M&T financing to complete conversion of 19th century Brooklyn refinery into office campus.

Two Trees Management has secured a finance package totaling $80M from M&T Bank to complete the redevelopment of the landmark Domino Sugar Refinery in the Williamsburg section of Brooklyn,

M&T will provide a $43.6M project loan and a $36M construction loan for the adaptive-reuse project, which is converting the 19th century refinery into a new 460K SF office campus.

Two Trees acquired the 11-acre waterfront Domino site in 2012 for $185M from The Community Preservation Corp. In addition to the $250M conversion of the Domino refinery, now under construction, Tall Trees had completed a 3,000-unit multifamily tower on the site, which also will include a new public park.

The centerpiece of the project is the landmarked refinery building at 300 Kent Ave.—built in 1865—and its famous Domino Sugar sign on the roof next to a huge smokestack that runs down the center of the building.

In what is no doubt the most unique—and challenging—manufacturing-to-office adaptive reuse project undertaken in NYC in recent years, the entire brick shell of the 19th century building has been preserved and incorporated into the new office campus.

In order to clear out the interior of the building, the developers had to use blowtorches to cut up 30-foot-high vats and a catacomb of catwalks and piping in order to remove them from the refinery’s interior, the floor of which was covered by more than a century’s worth of sticky sugar residue.

Sugar was refined at the Williamsburg plant until Domino moved its operation to Yonkers in 2004.

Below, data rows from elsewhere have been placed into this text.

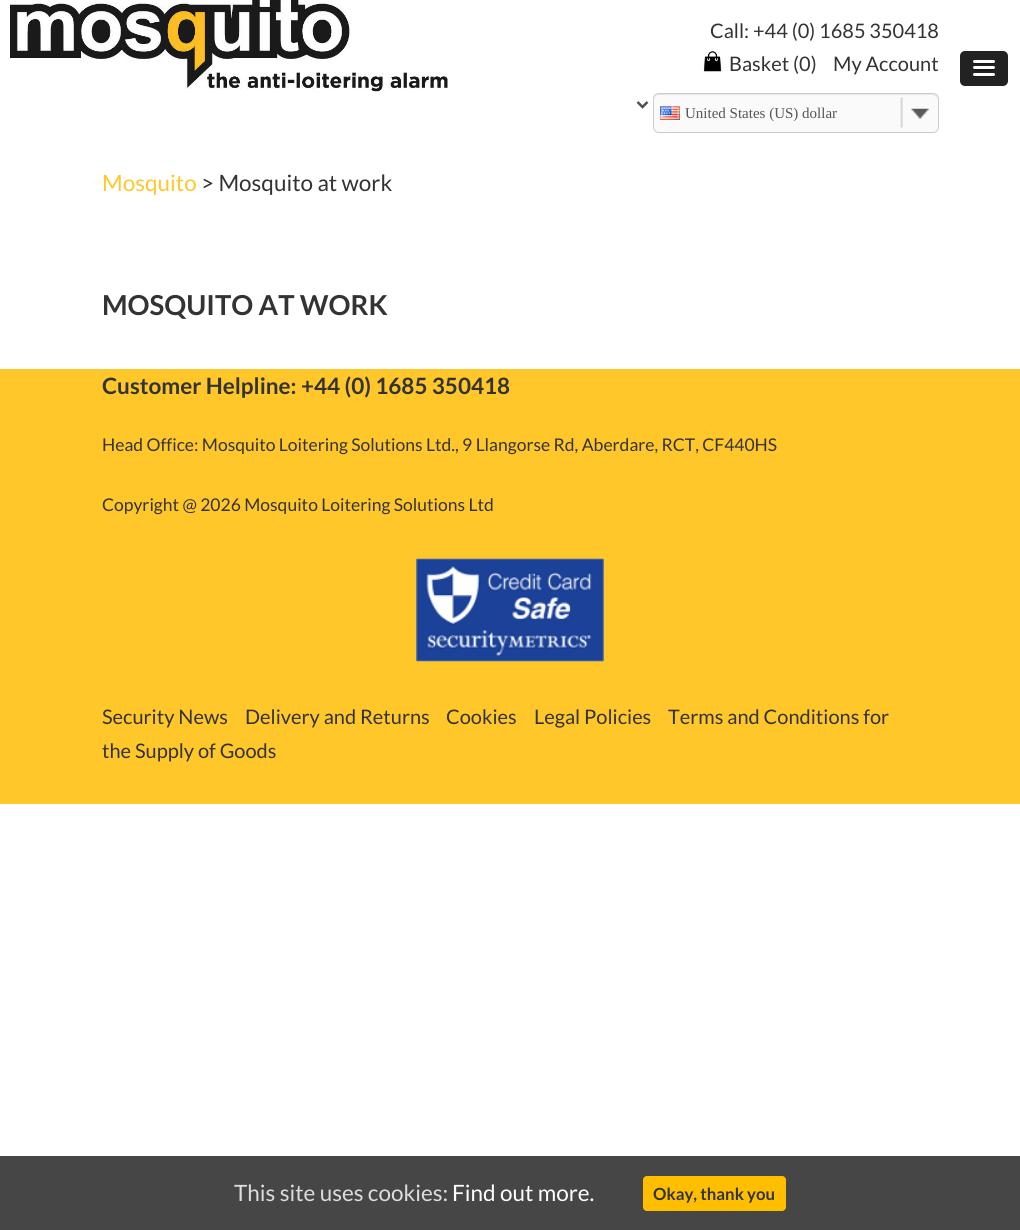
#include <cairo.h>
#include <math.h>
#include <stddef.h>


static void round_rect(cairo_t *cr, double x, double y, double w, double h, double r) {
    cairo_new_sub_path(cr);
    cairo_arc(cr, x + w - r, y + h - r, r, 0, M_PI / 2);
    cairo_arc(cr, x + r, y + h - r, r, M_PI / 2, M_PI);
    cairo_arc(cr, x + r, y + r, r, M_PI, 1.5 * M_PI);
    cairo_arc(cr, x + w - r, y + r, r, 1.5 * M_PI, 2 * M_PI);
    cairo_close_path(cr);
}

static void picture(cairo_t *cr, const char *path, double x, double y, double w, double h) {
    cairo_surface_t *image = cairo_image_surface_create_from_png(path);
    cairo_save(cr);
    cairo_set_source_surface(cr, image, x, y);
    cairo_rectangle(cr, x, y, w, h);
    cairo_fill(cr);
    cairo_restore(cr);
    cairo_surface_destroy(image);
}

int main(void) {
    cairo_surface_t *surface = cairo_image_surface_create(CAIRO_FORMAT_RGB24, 1020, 1230);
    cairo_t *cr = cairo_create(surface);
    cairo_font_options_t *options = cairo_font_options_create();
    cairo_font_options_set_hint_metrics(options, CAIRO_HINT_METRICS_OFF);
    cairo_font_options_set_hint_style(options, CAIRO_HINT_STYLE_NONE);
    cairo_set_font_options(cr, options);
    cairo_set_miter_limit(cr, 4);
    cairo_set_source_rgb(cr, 1, 1, 1);
    cairo_paint(cr);
    picture(cr, "img1.png", 10, 0, 438, 92);
    cairo_select_font_face(cr, "Lato", CAIRO_FONT_SLANT_NORMAL, CAIRO_FONT_WEIGHT_NORMAL);
    cairo_set_font_size(cr, 20);
    cairo_set_source_rgb(cr, 0.2, 0.2, 0.2);
    cairo_move_to(cr, 710, 38);
    cairo_show_text(cr, "Call: +44 (0) 1685 350418");
    picture(cr, "img2.png", 703, 51, 19, 21);
    cairo_move_to(cr, 729, 71);
    cairo_show_text(cr, "Basket (0)");
    cairo_move_to(cr, 833, 71);
    cairo_show_text(cr, "My Account");
    cairo_new_path(cr);
    cairo_move_to(cr, 637.5, 102);
    cairo_line_to(cr, 642.5, 107);
    cairo_line_to(cr, 647.5, 102);
    cairo_set_source_rgb(cr, 0.306, 0.306, 0.306);
    cairo_set_line_width(cr, 2.5);
    cairo_stroke(cr);
    cairo_set_source_rgb(cr, 0.98, 0.98, 0.98);
    round_rect(cr, 653, 93, 286, 40, 6);
    cairo_fill(cr);
    cairo_set_source_rgb(cr, 0.906, 0.906, 0.906);
    cairo_new_path(cr);
    cairo_move_to(cr, 659, 95);
    cairo_line_to(cr, 932, 95);
    cairo_curve_to(cr, 935, 95, 938, 97, 938, 100);
    cairo_line_to(cr, 938, 99);
    cairo_curve_to(cr, 938, 96, 936, 94, 933, 94);
    cairo_line_to(cr, 659, 94);
    cairo_curve_to(cr, 656, 94, 654, 96, 654, 99);
    cairo_line_to(cr, 654, 100);
    cairo_curve_to(cr, 654, 97, 656, 95, 659, 95);
    cairo_close_path(cr);
    cairo_fill(cr);
    round_rect(cr, 653.5, 93.5, 285, 39, 5.5);
    cairo_set_source_rgb(cr, 0.8, 0.8, 0.8);
    cairo_set_line_width(cr, 1);
    cairo_stroke(cr);
    picture(cr, "img3.png", 660, 106, 20, 14);
    cairo_select_font_face(cr, "Liberation Serif", CAIRO_FONT_SLANT_NORMAL, CAIRO_FONT_WEIGHT_NORMAL);
    cairo_set_font_size(cr, 15);
    cairo_set_source_rgb(cr, 0.333, 0.333, 0.333);
    cairo_move_to(cr, 685, 118);
    cairo_show_text(cr, "United States (US) dollar");
    picture(cr, "img4.png", 900, 97, 29, 31);
    cairo_select_font_face(cr, "Lato", CAIRO_FONT_SLANT_NORMAL, CAIRO_FONT_WEIGHT_NORMAL);
    cairo_set_font_size(cr, 22.5);
    cairo_set_source_rgb(cr, 1, 0.78, 0.165);
    cairo_move_to(cr, 102, 191);
    cairo_show_text(cr, "Mosquito");
    cairo_set_source_rgb(cr, 0.2, 0.2, 0.2);
    cairo_move_to(cr, 201, 191);
    cairo_show_text(cr, "> Mosquito at work");
    cairo_select_font_face(cr, "Lato", CAIRO_FONT_SLANT_NORMAL, CAIRO_FONT_WEIGHT_BOLD);
    cairo_set_font_size(cr, 27.5);
    cairo_move_to(cr, 102, 315);
    cairo_show_text(cr, "MOSQUITO AT WORK");
    cairo_set_source_rgb(cr, 1, 0.78, 0.165);
    cairo_rectangle(cr, 0, 369, 1020, 435);
    cairo_fill(cr);
    cairo_set_font_size(cr, 22.5);
    cairo_set_source_rgb(cr, 0.2, 0.2, 0.2);
    cairo_move_to(cr, 102, 394);
    cairo_show_text(cr, "Customer Helpline: +44 (0) 1685 350418");
    cairo_select_font_face(cr, "Lato", CAIRO_FONT_SLANT_NORMAL, CAIRO_FONT_WEIGHT_NORMAL);
    cairo_set_font_size(cr, 17.5);
    cairo_move_to(cr, 102, 451);
    cairo_show_text(cr, "Head Office: Mosquito Loitering Solutions Ltd., 9 Llangorse Rd, Aberdare, RCT, CF440HS");
    cairo_move_to(cr, 102, 511);
    cairo_show_text(cr, "Copyright @ 2026 Mosquito Loitering Solutions Ltd");
    picture(cr, "img5.png", 416, 558, 188, 104);
    cairo_set_font_size(cr, 20);
    cairo_move_to(cr, 102, 724);
    cairo_show_text(cr, "Security News");
    cairo_move_to(cr, 245, 724);
    cairo_show_text(cr, "Delivery and Returns");
    cairo_move_to(cr, 446, 724);
    cairo_show_text(cr, "Cookies");
    cairo_move_to(cr, 534, 724);
    cairo_show_text(cr, "Legal Policies");
    cairo_move_to(cr, 668, 724);
    cairo_show_text(cr, "Terms and Conditions for");
    cairo_move_to(cr, 102, 758);
    cairo_show_text(cr, "the Supply of Goods");
    cairo_set_source_rgb(cr, 0.275, 0.275, 0.275);
    cairo_rectangle(cr, 0, 1156, 1020, 74);
    cairo_fill(cr);
    cairo_set_font_size(cr, 22.5);
    cairo_set_source_rgb(cr, 0.867, 0.867, 0.867);
    cairo_move_to(cr, 234, 1201);
    cairo_show_text(cr, "This site uses cookies:");
    cairo_set_source_rgb(cr, 1, 1, 1);
    cairo_move_to(cr, 452, 1201);
    cairo_show_text(cr, "Find out more.");
    cairo_set_source_rgb(cr, 1, 0.749, 0);
    round_rect(cr, 643, 1176, 143, 35, 4);
    cairo_fill(cr);
    cairo_select_font_face(cr, "Lato", CAIRO_FONT_SLANT_NORMAL, CAIRO_FONT_WEIGHT_BOLD);
    cairo_set_font_size(cr, 16.75);
    cairo_set_source_rgb(cr, 0.2, 0.2, 0.2);
    cairo_move_to(cr, 653, 1200);
    cairo_show_text(cr, "Okay, thank you");
    cairo_set_source_rgb(cr, 0.133, 0.133, 0.133);
    round_rect(cr, 960, 51, 48, 35, 5);
    cairo_fill(cr);
    cairo_set_source_rgb(cr, 0.102, 0.102, 0.102);
    cairo_new_path(cr);
    cairo_move_to(cr, 973, 62.5);
    cairo_curve_to(cr, 972.5, 64.5, 976.5, 64, 977.5, 64);
    cairo_line_to(cr, 990.5, 64);
    cairo_curve_to(cr, 991, 64, 996, 64.5, 995, 62);
    cairo_line_to(cr, 994, 62.5);
    cairo_curve_to(cr, 992, 62.5, 973.5, 62.5, 973, 62.5);
    cairo_close_path(cr);
    cairo_fill(cr);
    cairo_set_source_rgb(cr, 1, 1, 1);
    round_rect(cr, 973, 60, 22, 3, 1.5);
    cairo_fill(cr);
    cairo_set_source_rgb(cr, 0.102, 0.102, 0.102);
    cairo_new_path(cr);
    cairo_move_to(cr, 973.5, 68.5);
    cairo_curve_to(cr, 971.5, 71.5, 977, 71, 977.5, 71);
    cairo_line_to(cr, 984, 71);
    cairo_curve_to(cr, 986, 71, 994, 71.5, 994.5, 70.5);
    cairo_curve_to(cr, 995, 69.5, 995, 69, 994.5, 68.5);
    cairo_curve_to(cr, 994, 69, 974.5, 69, 973.5, 68.5);
    cairo_close_path(cr);
    cairo_fill(cr);
    cairo_set_source_rgb(cr, 1, 1, 1);
    round_rect(cr, 973, 66, 22, 3, 1.5);
    cairo_fill(cr);
    cairo_set_source_rgb(cr, 0.102, 0.102, 0.102);
    cairo_new_path(cr);
    cairo_move_to(cr, 973, 75);
    cairo_curve_to(cr, 972, 77.5, 977, 77, 977.5, 77);
    cairo_line_to(cr, 990.5, 77);
    cairo_curve_to(cr, 990.5, 77, 997, 77.5, 994.5, 74.5);
    cairo_line_to(cr, 994, 75);
    cairo_close_path(cr);
    cairo_fill(cr);
    cairo_set_source_rgb(cr, 1, 1, 1);
    round_rect(cr, 973, 73, 22, 3, 1.5);
    cairo_fill(cr);
    cairo_surface_write_to_png(surface, "page.png");
    cairo_font_options_destroy(options);
    cairo_destroy(cr);
    cairo_surface_destroy(surface);
    return 0;
}
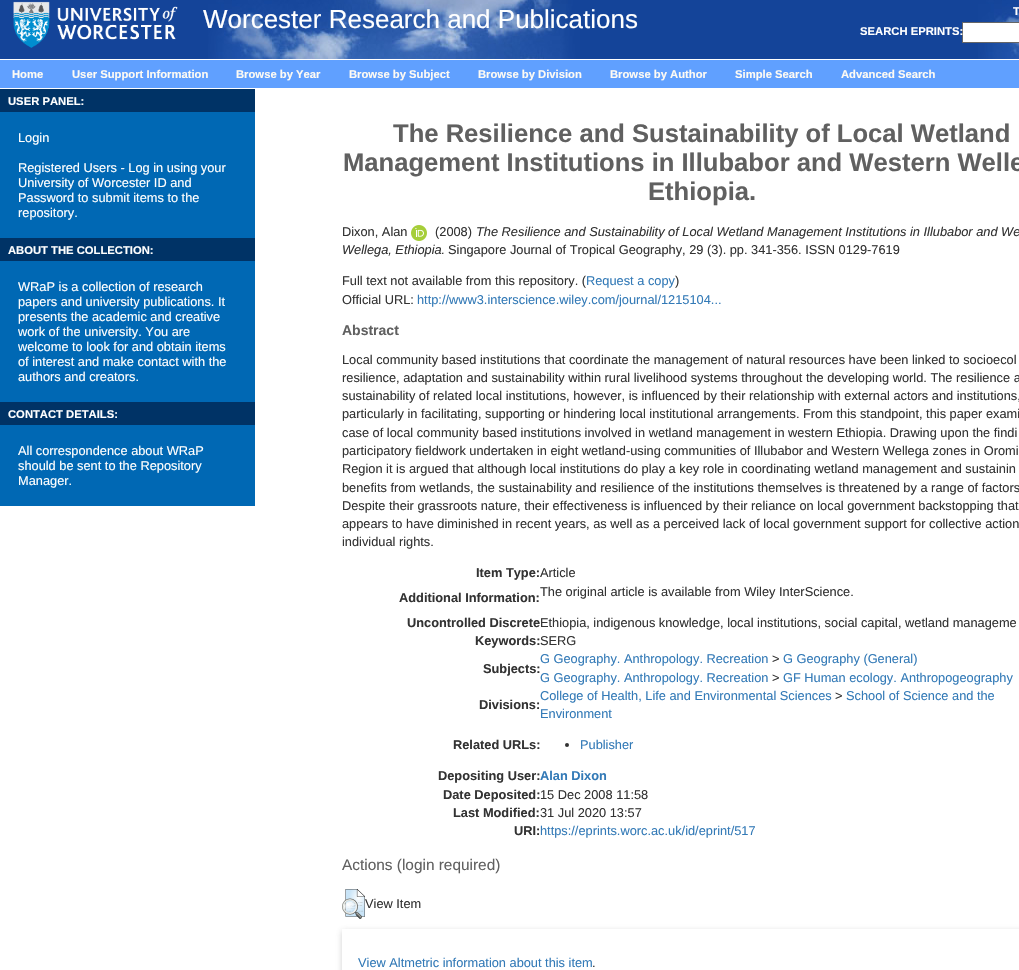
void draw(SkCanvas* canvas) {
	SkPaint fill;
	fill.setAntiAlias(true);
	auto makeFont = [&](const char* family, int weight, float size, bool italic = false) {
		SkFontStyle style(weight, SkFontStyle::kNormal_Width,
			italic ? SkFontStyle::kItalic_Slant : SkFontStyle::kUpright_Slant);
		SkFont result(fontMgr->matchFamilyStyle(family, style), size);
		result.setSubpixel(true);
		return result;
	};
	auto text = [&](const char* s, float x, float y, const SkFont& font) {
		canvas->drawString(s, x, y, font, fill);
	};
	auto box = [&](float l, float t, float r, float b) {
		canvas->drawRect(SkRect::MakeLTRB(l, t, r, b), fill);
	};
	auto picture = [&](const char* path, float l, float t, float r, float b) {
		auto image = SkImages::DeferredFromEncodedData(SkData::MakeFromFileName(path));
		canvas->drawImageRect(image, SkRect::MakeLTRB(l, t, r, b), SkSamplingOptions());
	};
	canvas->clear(0xFFFFFFFF);
	picture("image0.png", 0, 0, 1019, 59);
	picture("image1.png", 13, 1, 178, 48);
	fill.setColor(0xFFFFFFFF);
	canvas->drawRect(SkRect::MakeLTRB(962.5f, 22.5f, 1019.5f, 42.5f), fill);
	fill.setStyle(SkPaint::kStroke_Style);
	fill.setStrokeWidth(1);
	fill.setColor(0xFF666666);
	canvas->drawRect(SkRect::MakeLTRB(962.5f, 22.5f, 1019.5f, 42.5f), fill);
	fill.setStyle(SkPaint::kFill_Style);
	fill.setColor(0xFF60A0FF);
	box(0, 60, 1019, 88);
	fill.setColor(0xFF003366);
	box(0, 89, 255, 112);
	fill.setColor(0xFF0068B4);
	box(0, 112, 255, 238);
	fill.setColor(0xFF003366);
	box(0, 238, 255, 261);
	fill.setColor(0xFF0068B4);
	box(0, 261, 255, 402);
	fill.setColor(0xFF003366);
	box(0, 402, 255, 425);
	fill.setColor(0xFF0068B4);
	box(0, 425, 255, 506);
	picture("image2.png", 411, 225, 427, 241);
	fill.setColor(0xFF333333);
	canvas->drawCircle(567, 745, 2, fill);
	picture("image3.png", 342, 889, 365, 919);
	canvas->save();
	canvas->clipPath(SkPathBuilder(SkPathFillType::kEvenOdd).moveTo(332, 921).lineTo(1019, 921).lineTo(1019, 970).lineTo(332, 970).close().moveTo(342, 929).lineTo(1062, 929).lineTo(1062, 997).lineTo(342, 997).close().detach(), true);
	fill.setColor(0x4D646464);
	fill.setMaskFilter(SkMaskFilter::MakeBlur(kNormal_SkBlurStyle, 3));
	canvas->drawRect(SkRect::MakeLTRB(342, 931, 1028, 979), fill);
	fill.setMaskFilter(nullptr);
	canvas->restore();
	auto font1 = makeFont("Liberation Sans", 400, 26);
	fill.setColor(0xFFFFFFFF);
	text("Worcester Research and Publications", 203, 28, font1);
	auto font2 = makeFont("Liberation Sans", 700, 11.25f);
	text("T", 1013, 15, font2);
	text("SEARCH EPRINTS:", 860, 35, font2);
	fill.setColor(0xFFFEFBF4);
	text("Home", 12, 78, font2);
	text("User Support Information", 72, 78, font2);
	text("Browse by Year", 236, 78, font2);
	text("Browse by Subject", 349, 78, font2);
	text("Browse by Division", 478, 78, font2);
	text("Browse by Author", 610, 78, font2);
	text("Simple Search", 735, 78, font2);
	text("Advanced Search", 841, 78, font2);
	fill.setColor(0xFFFFFFFF);
	text("USER PANEL:", 8, 105, font2);
	auto font3 = makeFont("Liberation Sans", 400, 12.8f);
	text("Login", 18, 142, font3);
	text("Registered Users - Log in using your", 18, 172, font3);
	text("University of Worcester ID and", 18, 187, font3);
	text("Password to submit items to the", 18, 202, font3);
	text("repository.", 18, 217, font3);
	text("ABOUT THE COLLECTION:", 8, 254, font2);
	text("WRaP is a collection of research", 18, 291, font3);
	text("papers and university publications. It", 18, 306, font3);
	text("presents the academic and creative", 18, 321, font3);
	text("work of the university. You are", 18, 336, font3);
	text("welcome to look for and obtain items", 18, 351, font3);
	text("of interest and make contact with the", 18, 366, font3);
	text("authors and creators.", 18, 381, font3);
	text("CONTACT DETAILS:", 8, 418, font2);
	text("All correspondence about WRaP", 18, 455, font3);
	text("should be sent to the Repository", 18, 470, font3);
	text("Manager.", 18, 485, font3);
	auto font4 = makeFont("Liberation Sans", 700, 25.6f);
	fill.setColor(0xFF606060);
	text("The Resilience and Sustainability of Local Wetland", 393, 142, font4);
	text("Management Institutions in Illubabor and Western Welle", 343, 171, font4);
	text("Ethiopia.", 648, 200, font4);
	fill.setColor(0xFF333333);
	text("Dixon, Alan", 342, 236, font3);
	text("(2008)", 435, 236, font3);
	auto font5 = makeFont("Liberation Sans", 400, 12.8f, true);
	text("The Resilience and Sustainability of Local Wetland Management Institutions in Illubabor and We", 476, 236, font5);
	text("Wellega, Ethiopia.", 342, 254, font5);
	text("Singapore Journal of Tropical Geography, 29 (3). pp. 341-356. ISSN 0129-7619", 448, 254, font3);
	text("Full text not available from this repository. (", 342, 285, font3);
	fill.setColor(0xFF337AB7);
	text("Request a copy", 586, 285, font3);
	fill.setColor(0xFF333333);
	text(")", 675, 285, font3);
	text("Official URL:", 342, 304, font3);
	fill.setColor(0xFF337AB7);
	text("http://www3.interscience.wiley.com/journal/1215104...", 417, 304, font3);
	auto font6 = makeFont("Liberation Sans", 700, 14);
	fill.setColor(0xFF606060);
	text("Abstract", 342, 335, font6);
	fill.setColor(0xFF333333);
	text("Local community based institutions that coordinate the management of natural resources have been linked to socioecol", 342, 364, font3);
	text("resilience, adaptation and sustainability within rural livelihood systems throughout the developing world. The resilience a", 342, 382, font3);
	text("sustainability of related local institutions, however, is influenced by their relationship with external actors and institutions,", 342, 400, font3);
	text("particularly in facilitating, supporting or hindering local institutional arrangements. From this standpoint, this paper exami", 342, 418, font3);
	text("case of local community based institutions involved in wetland management in western Ethiopia. Drawing upon the findi", 342, 437, font3);
	text("participatory fieldwork undertaken in eight wetland-using communities of Illubabor and Western Wellega zones in Oromi", 342, 455, font3);
	text("Region it is argued that although local institutions do play a key role in coordinating wetland management and sustainin", 342, 473, font3);
	text("benefits from wetlands, the sustainability and resilience of the institutions themselves is threatened by a range of factors", 342, 492, font3);
	text("Despite their grassroots nature, their effectiveness is influenced by their reliance on local government backstopping that", 342, 510, font3);
	text("appears to have diminished in recent years, as well as a perceived lack of local government support for collective action", 342, 528, font3);
	text("individual rights.", 342, 546, font3);
	auto font7 = makeFont("Liberation Sans", 700, 12.8f);
	text("Item Type:", 476, 577, font7);
	text("Article", 540, 577, font3);
	text("Additional Information:", 399, 602, font7);
	text("The original article is available from Wiley InterScience.", 540, 596, font3);
	text("Uncontrolled Discrete", 407, 627, font7);
	text("Keywords:", 475, 645, font7);
	text("Ethiopia, indigenous knowledge, local institutions, social capital, wetland manageme", 540, 627, font3);
	text("SERG", 540, 645, font3);
	text("Subjects:", 483, 673, font7);
	fill.setColor(0xFF337AB7);
	text("G Geography. Anthropology. Recreation", 540, 663, font3);
	fill.setColor(0xFF333333);
	text(">", 772, 663, font3);
	fill.setColor(0xFF337AB7);
	text("G Geography (General)", 783, 663, font3);
	text("G Geography. Anthropology. Recreation", 540, 682, font3);
	fill.setColor(0xFF333333);
	text(">", 772, 682, font3);
	fill.setColor(0xFF337AB7);
	text("GF Human ecology. Anthropogeography", 783, 682, font3);
	fill.setColor(0xFF333333);
	text("Divisions:", 479, 709, font7);
	fill.setColor(0xFF337AB7);
	text("College of Health, Life and Environmental Sciences", 540, 700, font3);
	fill.setColor(0xFF333333);
	text(">", 835, 700, font3);
	fill.setColor(0xFF337AB7);
	text("School of Science and the", 846, 700, font3);
	text("Environment", 540, 718, font3);
	fill.setColor(0xFF333333);
	text("Related URLs:", 453, 749, font7);
	fill.setColor(0xFF337AB7);
	text("Publisher", 580, 749, font3);
	fill.setColor(0xFF333333);
	text("Depositing User:", 438, 780, font7);
	fill.setColor(0xFF337AB7);
	text("Alan Dixon", 540, 780, font7);
	fill.setColor(0xFF333333);
	text("Date Deposited:", 443, 799, font7);
	text("15 Dec 2008 11:58", 540, 799, font3);
	text("Last Modified:", 453, 817, font7);
	text("31 Jul 2020 13:57", 540, 817, font3);
	text("URI:", 514, 835, font7);
	fill.setColor(0xFF337AB7);
	text("https://eprints.worc.ac.uk/id/eprint/517", 540, 835, font3);
	auto font8 = makeFont("Liberation Sans", 400, 15.4f);
	fill.setColor(0xFF606060);
	text("Actions (login required)", 342, 870, font8);
	fill.setColor(0xFF333333);
	text("View Item", 365, 908, font3);
	fill.setColor(0xFF337AB7);
	text("View Altmetric information about this item", 358, 967, font3);
	fill.setColor(0xFF333333);
	text(".", 592, 967, font3);
}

The adapted office building, to be known as the Refinery, has been designed to appear like it has been inserted in its entirety into the brick façade of the ancient sugar plant, like a ship in a bottle.

The glass-wall perimeter of the new Refinery campus has been set back 15 feet from the brick exterior in the design by architects Practice for Architecture and Urbanism (PAU). A greenscape of hanging vines, plantings and 30-foot-tall sweetgum trees is being installed between the outer masonry of the old structure and the interior glass curtain wall.

The Refinery is being topped off with a glass-enclosed, 27K SF penthouse dome that offers spectacular views of the Brooklyn Bridge and the Manhattan skyline. The lobby will feature a three-story atrium.

Other elements of the building design include church-like arched windows that pour natural light onto mostly column-free floors with ceiling heights of up to 14 feet. Unlike most of the NYC office buildings, windows in The Refinery can actually open.

The Refinery is expected to be completed next year. CBRE will handling the leasing, with asking rents expected to range from $55 to $85 per square foot.